- Born: Charlotte Belle Emerson January 22, 1865 Rockford, Illinois, US
- Died: May 29, 1950 (aged 85) Rockford, Illinois, US
- Known for: Painting, Educator
- Spouse: Darwin Keith ​(m. 1898)​

= Charlotte Belle Emerson Keith =

Charlotte Belle Emerson Keith (1865–1950) was an American painter and the founder of the Keith Country Day School in Rockford, Illinois.

==Biography==
Keith née Emerson was born on January 22, 1865, in Rockford, Illinois. In 1895 she graduated from the School of Art at Wellesley College. In 1888 she traveled to Europe where she studied with Carl von Marr in Munich, Germany, and Charles Lasar in Paris, France.

Keith exhibited her work at the Illinois State Building at the 1893 World's Columbian Exposition in Chicago, Illinois. She also exhibited her work at the 1904 Louisiana Purchase Exposition, the Art Institute of Chicago, and the Milwaukee Art Museum.

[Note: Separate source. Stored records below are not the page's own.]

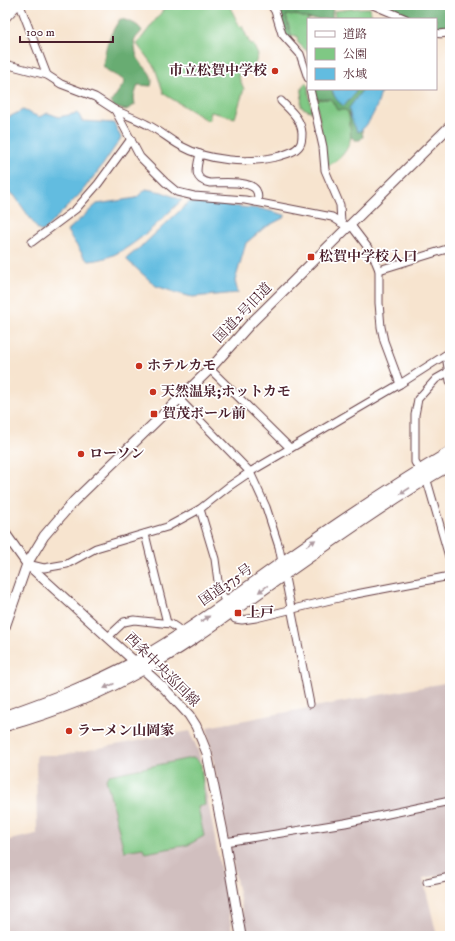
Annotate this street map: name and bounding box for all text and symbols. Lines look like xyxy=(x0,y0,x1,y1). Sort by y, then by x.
scale bar xyxy=(20,18,113,44)
legend xyxy=(307,18,437,90)
text: 100 m xyxy=(26,25,55,40)
text: 道路 xyxy=(343,27,367,42)
text: 公園 xyxy=(343,47,367,62)
place label: 市立松賀中学校 xyxy=(169,62,267,80)
marker: 市立松賀中学校 xyxy=(270,66,280,76)
text: 水域 xyxy=(343,67,367,82)
place label: 松賀中学校入口 xyxy=(319,248,417,266)
marker: 松賀中学校入口 xyxy=(306,252,316,262)
street label: 国道2号旧道 xyxy=(210,279,276,347)
place label: ホテルカモ xyxy=(147,357,216,375)
marker: ホテルカモ xyxy=(134,361,144,371)
place label: 天然温泉;ホットカモ xyxy=(161,383,291,401)
marker: 天然温泉;ホットカモ xyxy=(148,387,158,397)
place label: 賀茂ボール前 xyxy=(162,405,246,423)
marker: 賀茂ボール前 xyxy=(149,409,159,419)
place label: ローソン xyxy=(89,445,144,463)
marker: ローソン xyxy=(76,449,86,459)
one-way arrow xyxy=(399,488,411,495)
one-way arrow xyxy=(305,539,316,547)
street label: 国道375号 xyxy=(196,560,256,610)
one-way arrow xyxy=(258,585,268,593)
place label: 上戸 xyxy=(246,604,274,622)
marker: 上戸 xyxy=(233,608,243,618)
one-way arrow xyxy=(200,615,210,623)
street label: 西条中央巡回線 xyxy=(121,629,203,711)
one-way arrow xyxy=(103,683,114,689)
place label: ラーメン山岡家 xyxy=(77,722,174,740)
marker: ラーメン山岡家 xyxy=(64,726,74,736)

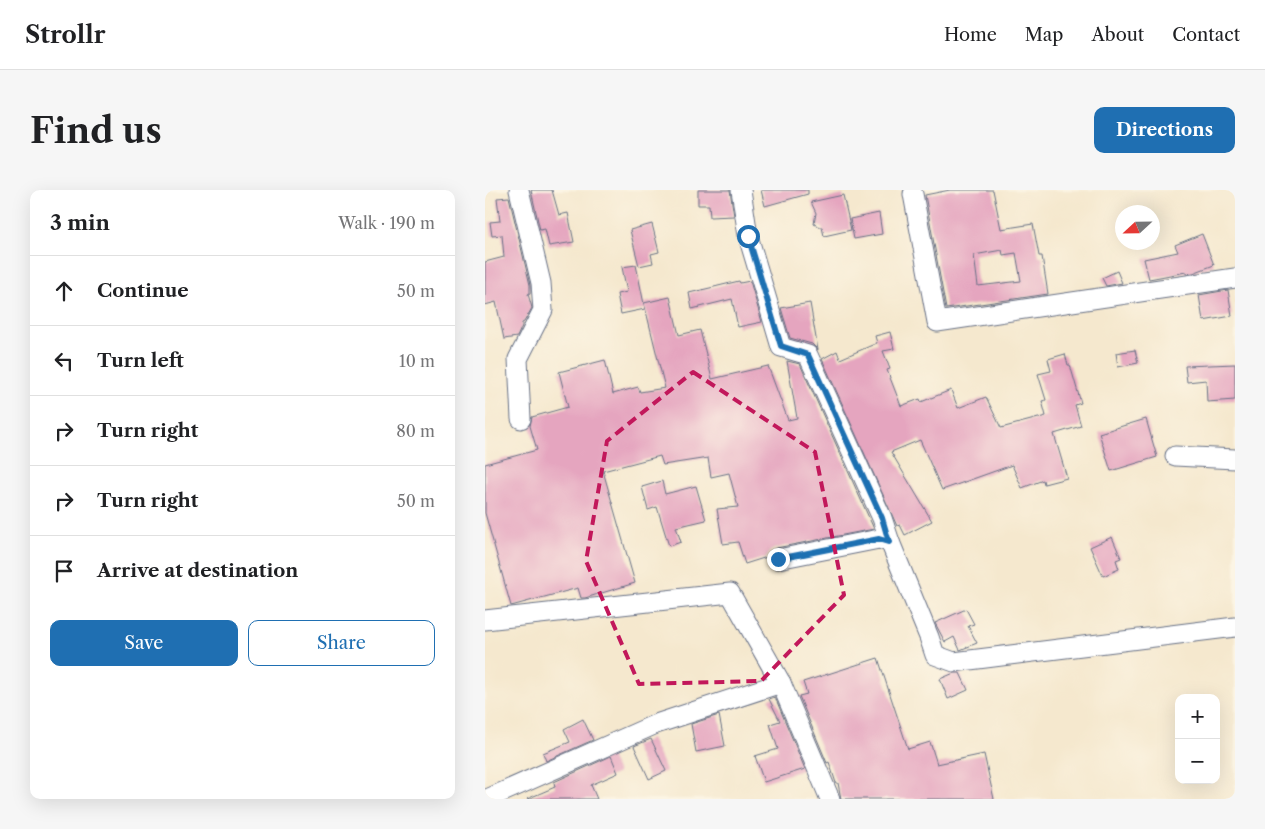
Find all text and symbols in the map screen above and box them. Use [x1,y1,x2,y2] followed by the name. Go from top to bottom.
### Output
[25,20,105,49] text: Strollr
[944,24,997,46] text: Home
[1025,24,1063,46] text: Map
[1091,24,1144,46] text: About
[1172,24,1240,46] text: Contact
[1094,107,1235,153] button: Directions
[30,109,162,152] text: Find us
[1115,205,1160,250] north arrow
[50,210,110,235] text: 3 min
[338,213,435,233] text: Walk · 190 m
[737,225,760,248] route start
[50,277,78,305] icon: ahead
[97,279,189,302] text: Continue
[397,281,435,301] text: 50 m
[50,347,78,375] icon: left
[97,349,184,372] text: Turn left
[399,351,435,371] text: 10 m
[50,417,78,445] icon: right
[97,419,198,442] text: Turn right
[396,421,435,441] text: 80 m
[50,487,78,515] icon: right
[97,489,198,512] text: Turn right
[397,491,435,511] text: 50 m
[767,548,790,571] route end
[50,557,78,585] icon: arrive
[97,559,298,582] text: Arrive at destination
[50,620,238,666] button: Save
[248,620,435,666] button: Share
[1175,694,1220,784] map controls
[1175,694,1220,739] button: +
[1175,739,1220,784] button: −

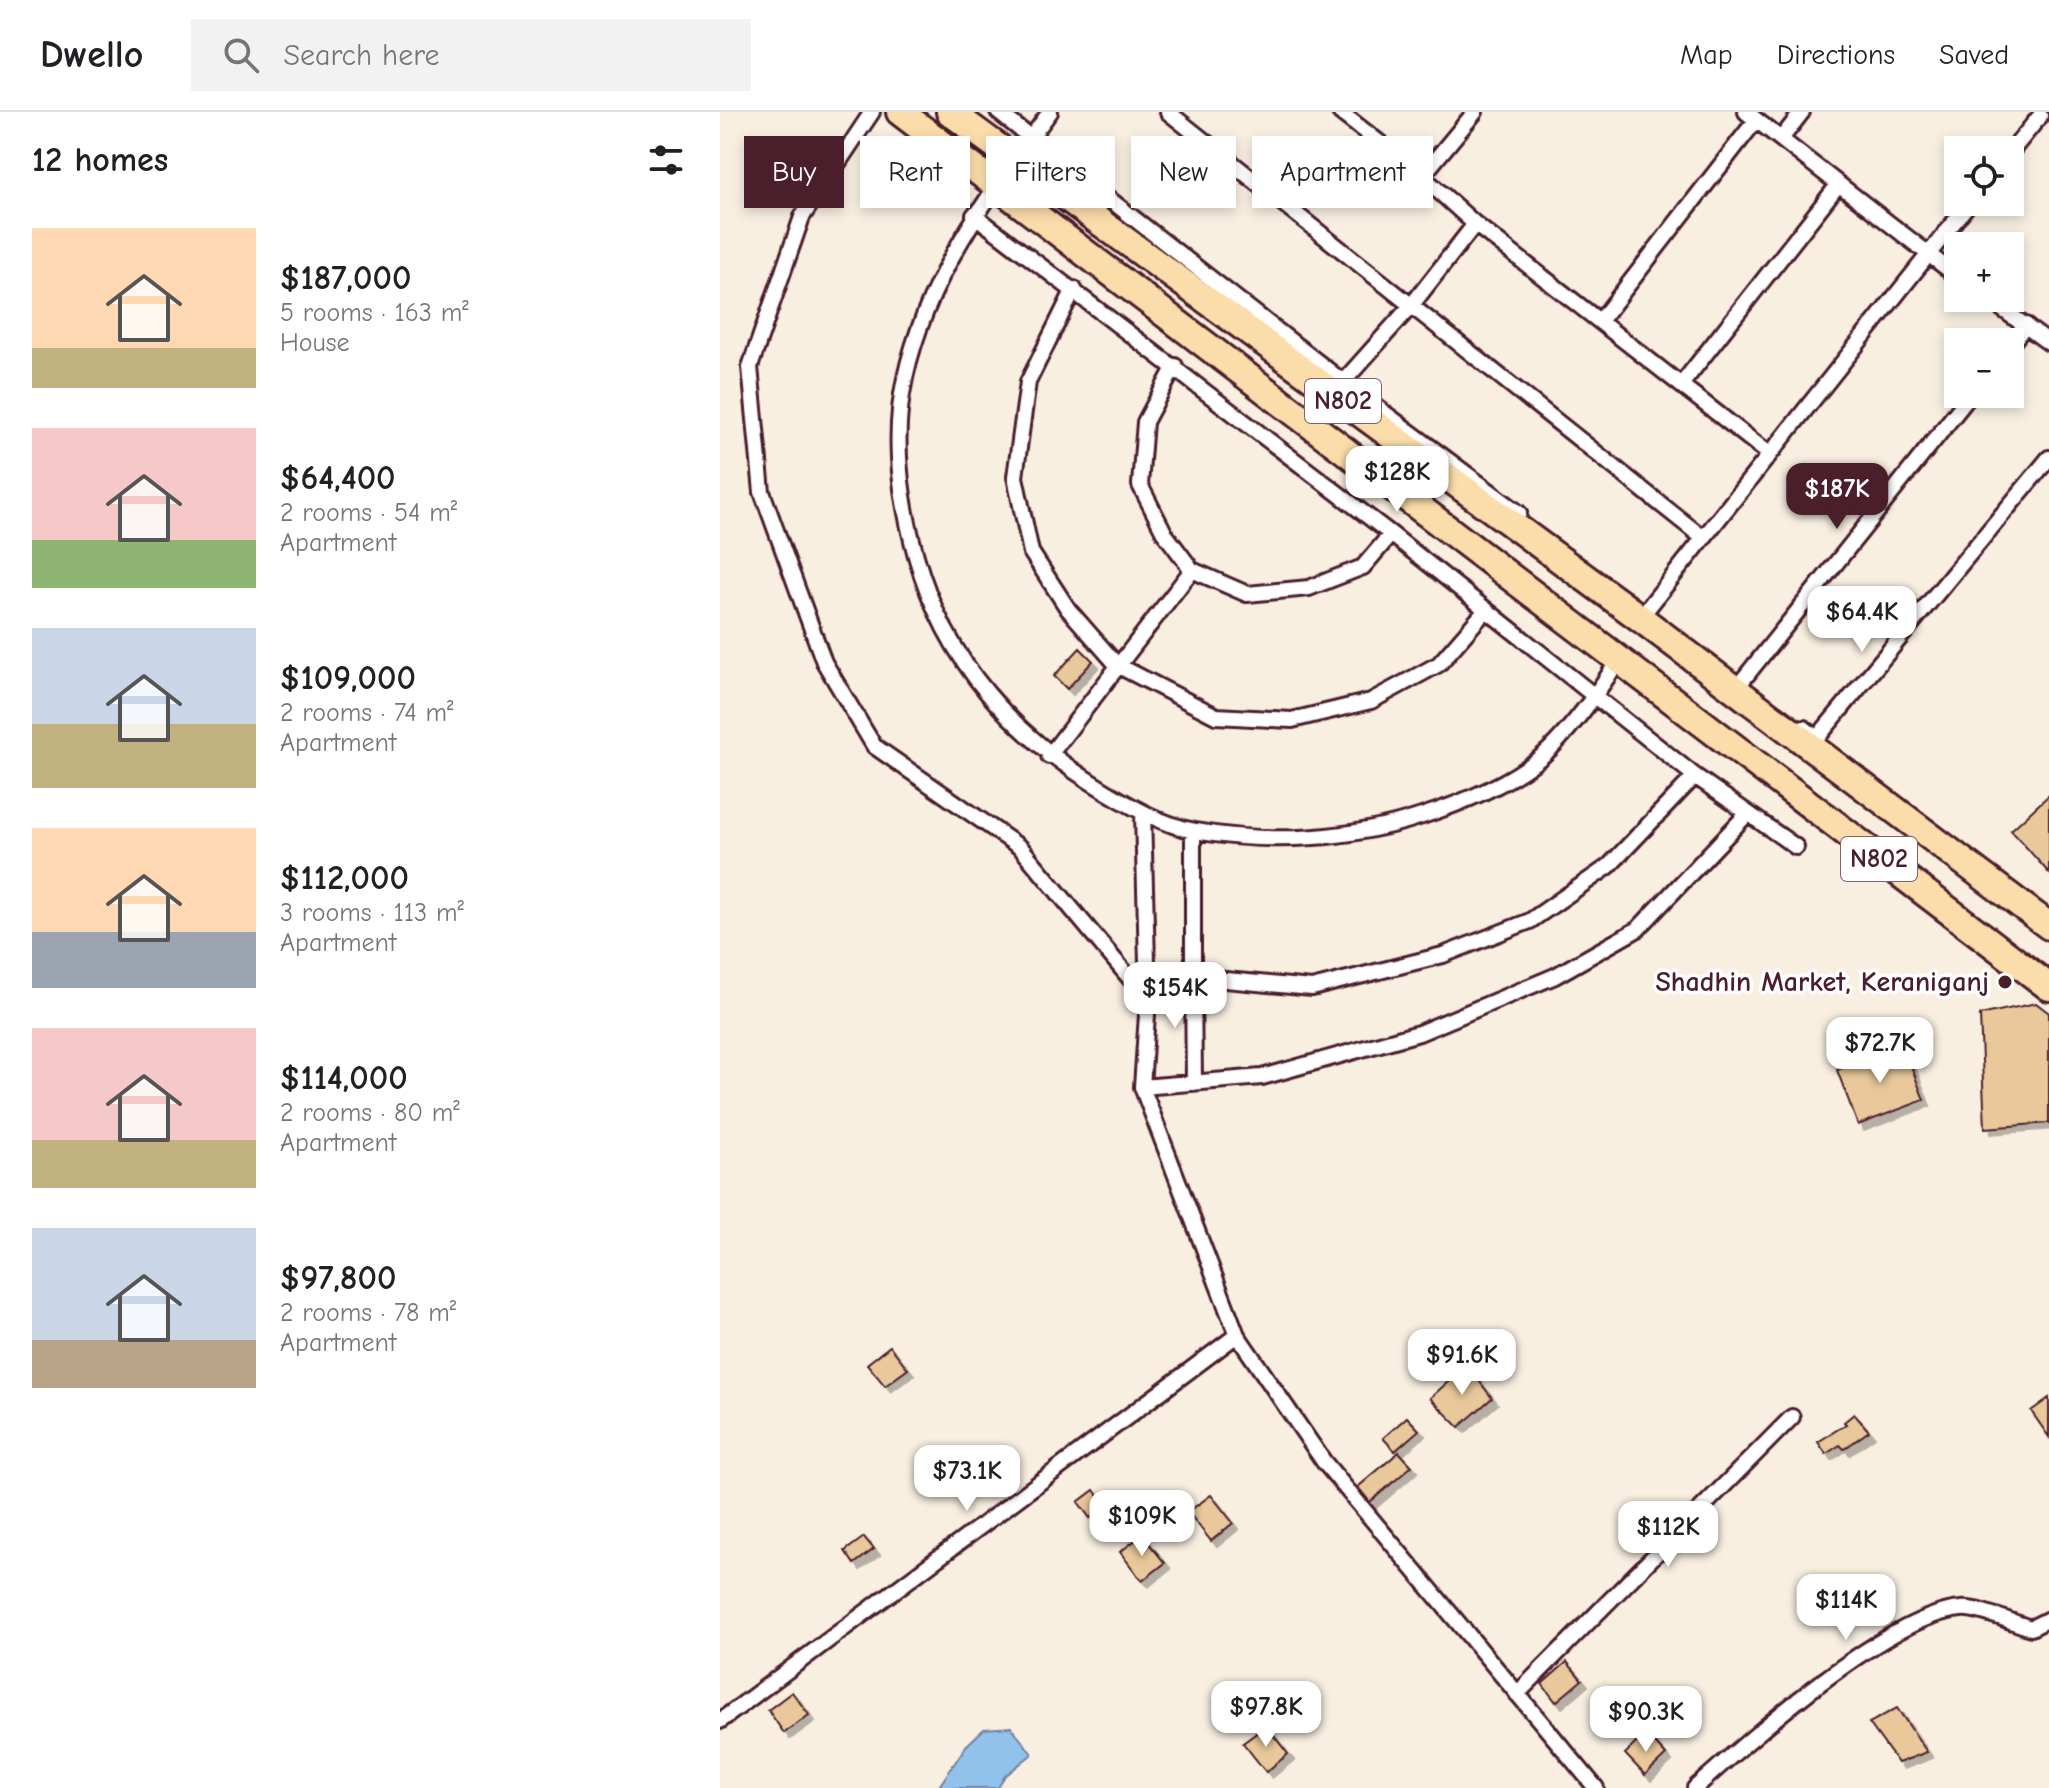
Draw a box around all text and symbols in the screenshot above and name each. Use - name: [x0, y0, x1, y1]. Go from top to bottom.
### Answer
- search box: [191, 19, 751, 91]
- text: Dwello: [40, 33, 143, 77]
- icon: search: [219, 33, 263, 77]
- text: Search here: [283, 38, 440, 73]
- text: Map: [1680, 39, 1733, 71]
- text: Directions: [1777, 39, 1895, 71]
- text: Saved: [1939, 39, 2009, 71]
- chip: Buy: [744, 136, 844, 208]
- chip: Rent: [860, 136, 970, 208]
- chip: Filters: [986, 136, 1115, 208]
- chip: New: [1131, 136, 1236, 208]
- chip: Apartment: [1252, 136, 1433, 208]
- map controls: [1944, 136, 2024, 408]
- button: locate: [1944, 136, 2024, 216]
- icon: filters: [644, 138, 688, 182]
- text: 12 homes: [32, 140, 168, 180]
- button: +: [1944, 232, 2024, 312]
- text: $187,000: [280, 258, 411, 298]
- icon: home: [96, 260, 192, 356]
- text: 5 rooms · 163 m²: [280, 298, 469, 328]
- text: House: [280, 328, 350, 358]
- button: −: [1944, 328, 2024, 408]
- road number: N802: [1305, 379, 1381, 423]
- pin: $128K: [1341, 446, 1453, 514]
- text: $128K: [1364, 457, 1430, 487]
- text: $64,400: [280, 458, 396, 498]
- icon: home: [96, 460, 192, 556]
- pin: $187K: [1781, 463, 1893, 531]
- text: $187K: [1804, 474, 1870, 504]
- text: 2 rooms · 54 m²: [280, 498, 457, 528]
- text: Apartment: [280, 528, 396, 558]
- pin: $64.4K: [1797, 586, 1927, 654]
- text: $64.4K: [1826, 597, 1898, 627]
- text: $109,000: [280, 658, 416, 698]
- icon: home: [96, 660, 192, 756]
- text: 2 rooms · 74 m²: [280, 698, 453, 728]
- text: Apartment: [280, 728, 396, 758]
- road number: N802: [1841, 837, 1917, 881]
- text: $112,000: [280, 858, 409, 898]
- icon: home: [96, 860, 192, 956]
- text: 3 rooms · 113 m²: [280, 898, 464, 928]
- text: Apartment: [280, 928, 396, 958]
- pin: $154K: [1119, 962, 1231, 1030]
- place label: Shadhin Market, Keraniganj: [1656, 966, 1989, 998]
- text: $154K: [1142, 973, 1208, 1003]
- marker: Shadhin Market, Keraniganj: [1996, 973, 2014, 991]
- pin: $72.7K: [1815, 1017, 1945, 1085]
- text: $72.7K: [1844, 1028, 1916, 1058]
- text: $114,000: [280, 1058, 408, 1098]
- icon: home: [96, 1060, 192, 1156]
- text: 2 rooms · 80 m²: [280, 1098, 460, 1128]
- text: Apartment: [280, 1128, 396, 1158]
- text: $97,800: [280, 1258, 396, 1298]
- icon: home: [96, 1260, 192, 1356]
- text: 2 rooms · 78 m²: [280, 1298, 456, 1328]
- text: Apartment: [280, 1328, 396, 1358]
- pin: $91.6K: [1397, 1329, 1527, 1397]
- text: $91.6K: [1426, 1340, 1498, 1370]
- pin: $73.1K: [902, 1445, 1032, 1513]
- text: $73.1K: [932, 1456, 1002, 1486]
- pin: $109K: [1086, 1490, 1198, 1558]
- text: $109K: [1108, 1501, 1176, 1531]
- pin: $112K: [1612, 1501, 1724, 1569]
- text: $112K: [1636, 1512, 1700, 1542]
- pin: $114K: [1790, 1574, 1902, 1642]
- text: $114K: [1815, 1585, 1877, 1615]
- pin: $97.8K: [1201, 1681, 1331, 1749]
- pin: $90.3K: [1581, 1686, 1711, 1754]
- text: $97.8K: [1229, 1692, 1303, 1722]
- text: $90.3K: [1608, 1697, 1684, 1727]

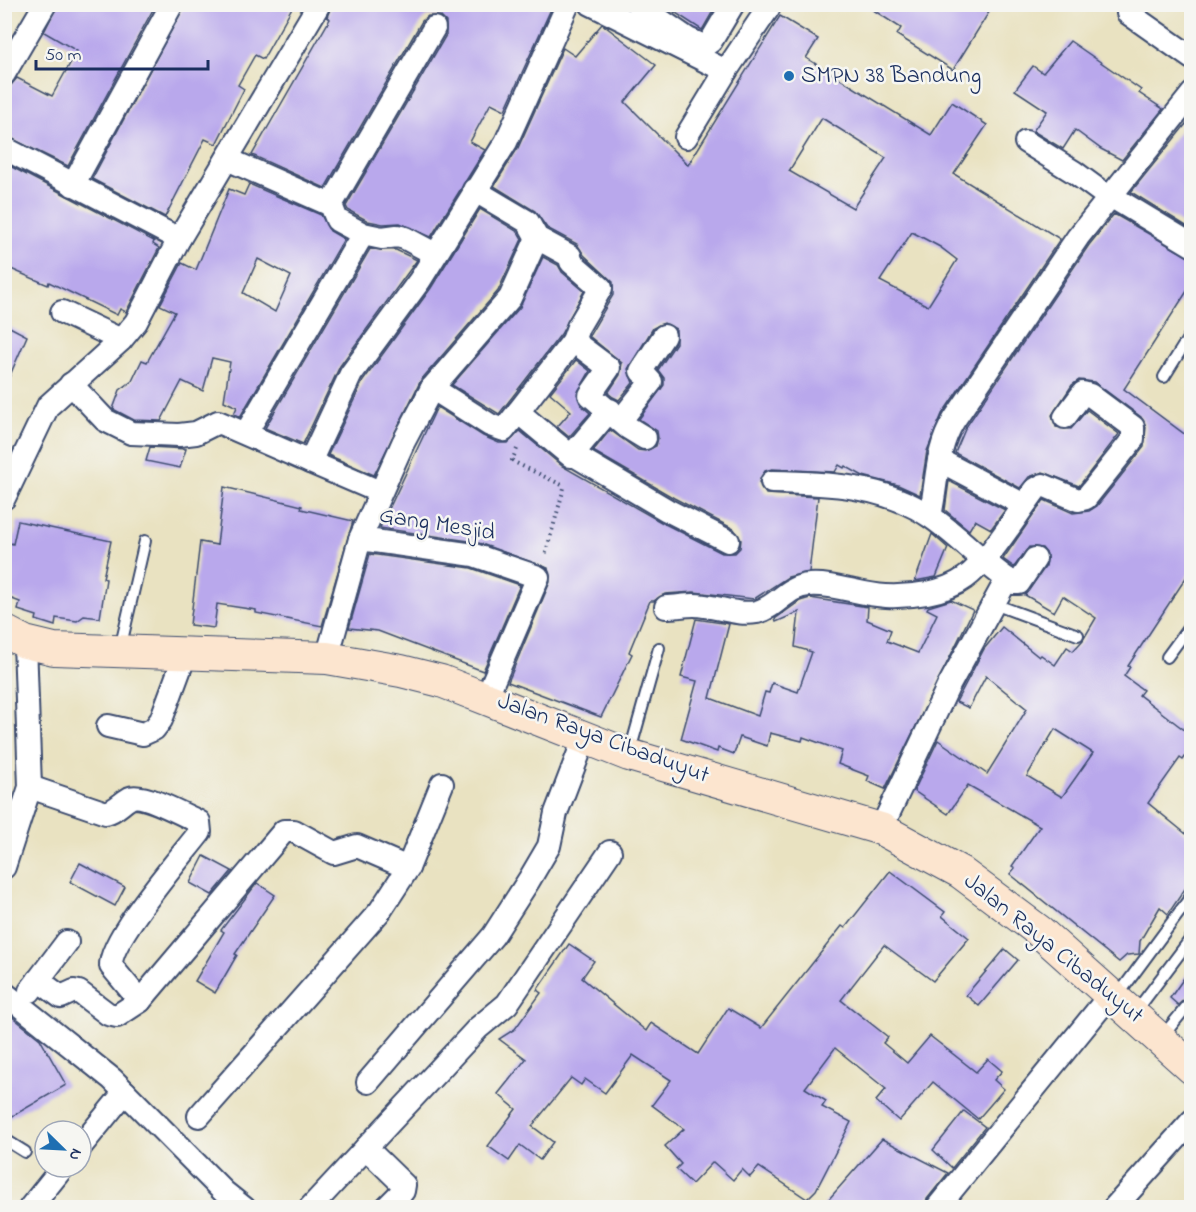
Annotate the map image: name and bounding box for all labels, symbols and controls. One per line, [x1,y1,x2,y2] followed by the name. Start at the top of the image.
[36,33,208,71] scale bar
[45,43,82,69] text: 50 m
[801,59,981,94] place label: SMPN 38 Bandung
[782,69,796,83] marker: SMPN 38 Bandung
[377,499,498,551] street label: Gang Mesjid
[492,684,714,795] street label: Jalan Raya Cibaduyut
[955,865,1151,1034] street label: Jalan Raya Cibaduyut
[33,1119,93,1179] north arrow
[62,1144,88,1164] text: N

She married Dr. Darwin Keith in 1898. In 1907 they settled in Rockford after residing for several years in London.

Keith was a member of the Rockford Art Association, and exhibited in their first show in 1913.

Believing that art and culture was as important as academic studies, Keith hired a governess in 1916 to improve the education of her children beyond what they were receiving in the public school system. The group grew to include the children of family and friends. She eventually purchased some property and established the Keith Country Day School, which is still in operation.

Keith died on May 29, 1950, in Rockford, Illinois.